Booth Id:
CBIO044
Category:
Computational Biology and Bioinformatics
Year:
2024
Finalist Names:
Roh, Kun-Hyung (School: Bronx High School of Science)
Abstract:
Alzheimer's Disease (AD) has neither satisfactory nor equitably accessible treatments. Current research emphasizes inflammation, notably age-related elevation of microglial TNF-α, in driving AD pathogenesis. Previous screens showed phenothiazines as protective drugs against Aβ42-induced toxicity and neuroinflammation.
To elucidate mechanisms mediating such protective effects and develop a general drug discovery method, I developed a target identification protocol which allowed rapid assessment of effects of drugs on gene expression in human cells. This revealed that inhibition of CtBP2 was one of the most robust molecular responses to phenothiazines. CtBP2 expression increases with age, in AD brain regions with specificity to microglia, and even in populations with certain types of cancer.

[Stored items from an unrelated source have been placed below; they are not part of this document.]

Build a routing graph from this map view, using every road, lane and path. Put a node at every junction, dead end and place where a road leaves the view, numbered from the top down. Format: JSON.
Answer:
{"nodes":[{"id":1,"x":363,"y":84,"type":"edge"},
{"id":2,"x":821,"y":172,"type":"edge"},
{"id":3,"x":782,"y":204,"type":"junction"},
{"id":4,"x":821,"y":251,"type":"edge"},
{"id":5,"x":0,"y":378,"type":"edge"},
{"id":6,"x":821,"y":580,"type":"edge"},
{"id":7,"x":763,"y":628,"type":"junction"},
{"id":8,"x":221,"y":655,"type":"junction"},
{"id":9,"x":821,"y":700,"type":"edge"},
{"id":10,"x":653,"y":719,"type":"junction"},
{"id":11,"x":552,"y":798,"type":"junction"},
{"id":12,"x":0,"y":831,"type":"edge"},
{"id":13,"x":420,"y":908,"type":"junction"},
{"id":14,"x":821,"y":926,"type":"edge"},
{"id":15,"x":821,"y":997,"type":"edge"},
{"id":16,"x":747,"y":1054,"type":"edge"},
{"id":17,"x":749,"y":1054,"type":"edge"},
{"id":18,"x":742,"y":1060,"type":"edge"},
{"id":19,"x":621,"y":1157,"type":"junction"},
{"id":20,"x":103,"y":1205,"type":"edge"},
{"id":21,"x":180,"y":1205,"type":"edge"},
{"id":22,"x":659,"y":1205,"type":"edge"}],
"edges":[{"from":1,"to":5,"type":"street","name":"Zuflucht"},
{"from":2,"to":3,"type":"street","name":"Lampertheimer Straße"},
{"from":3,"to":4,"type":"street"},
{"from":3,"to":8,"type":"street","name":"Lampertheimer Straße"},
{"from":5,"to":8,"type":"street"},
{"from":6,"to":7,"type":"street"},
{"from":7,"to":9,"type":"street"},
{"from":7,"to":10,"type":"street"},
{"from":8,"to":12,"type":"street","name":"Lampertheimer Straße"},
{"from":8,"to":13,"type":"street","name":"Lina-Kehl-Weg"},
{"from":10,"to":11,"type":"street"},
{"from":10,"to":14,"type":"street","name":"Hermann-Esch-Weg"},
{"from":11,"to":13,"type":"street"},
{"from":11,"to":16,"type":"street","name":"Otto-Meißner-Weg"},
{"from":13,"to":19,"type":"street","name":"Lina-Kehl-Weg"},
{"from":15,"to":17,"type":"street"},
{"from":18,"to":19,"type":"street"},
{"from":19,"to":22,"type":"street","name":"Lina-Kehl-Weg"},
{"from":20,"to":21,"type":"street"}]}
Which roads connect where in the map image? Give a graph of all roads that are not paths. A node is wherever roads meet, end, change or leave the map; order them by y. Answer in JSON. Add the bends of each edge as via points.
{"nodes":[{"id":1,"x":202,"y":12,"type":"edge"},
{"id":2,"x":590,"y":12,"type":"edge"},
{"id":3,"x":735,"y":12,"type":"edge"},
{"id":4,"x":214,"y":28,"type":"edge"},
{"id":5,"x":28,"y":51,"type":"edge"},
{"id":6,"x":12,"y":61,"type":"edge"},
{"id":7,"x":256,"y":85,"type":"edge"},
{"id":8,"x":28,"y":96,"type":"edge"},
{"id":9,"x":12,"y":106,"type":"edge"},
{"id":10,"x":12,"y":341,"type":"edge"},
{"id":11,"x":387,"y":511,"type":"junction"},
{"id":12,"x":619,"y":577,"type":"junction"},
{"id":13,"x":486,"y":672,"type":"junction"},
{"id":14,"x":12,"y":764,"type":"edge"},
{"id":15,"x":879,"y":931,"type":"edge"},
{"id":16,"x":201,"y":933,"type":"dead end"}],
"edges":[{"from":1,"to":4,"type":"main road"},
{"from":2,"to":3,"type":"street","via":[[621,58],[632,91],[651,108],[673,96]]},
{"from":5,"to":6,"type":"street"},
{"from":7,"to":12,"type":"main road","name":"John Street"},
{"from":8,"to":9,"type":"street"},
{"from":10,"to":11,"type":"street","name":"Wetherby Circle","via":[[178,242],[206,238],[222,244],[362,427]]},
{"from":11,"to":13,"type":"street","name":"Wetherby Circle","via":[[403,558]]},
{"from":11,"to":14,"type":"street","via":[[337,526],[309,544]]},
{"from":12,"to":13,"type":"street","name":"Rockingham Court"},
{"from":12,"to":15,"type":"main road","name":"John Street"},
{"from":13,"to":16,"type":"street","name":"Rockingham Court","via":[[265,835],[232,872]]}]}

However, the complex and unstable structure of CtBP2 prevents development of high-affinity, blood-brain barrier (BBB) permeable small molecules. Conventional drug discovery methods struggle in targeting "undruggable" proteins, or multiple pathways in complex diseases like AD.
Here, I shift paradigms from Structure-Based to Expression-Based Screening, targeting mRNA-based gene expression instead of physiochemical binding. To discover more effective small inhibitors of CtBP2 transcription, I created a new machine learning model that produces accurate predictions even in extremely imbalanced datasets, surpassing baseline metrics. Using this model, I identified novel compounds that transcriptionally inhibit CtBP2 outperforming phenothiazines to increase healthspan by abolishing microglial inflammation and C. elegans paralysis. I report a highly promising novel and general approach to drug discovery, applicable to any high-throughput assays for increased accessibility and efficacy.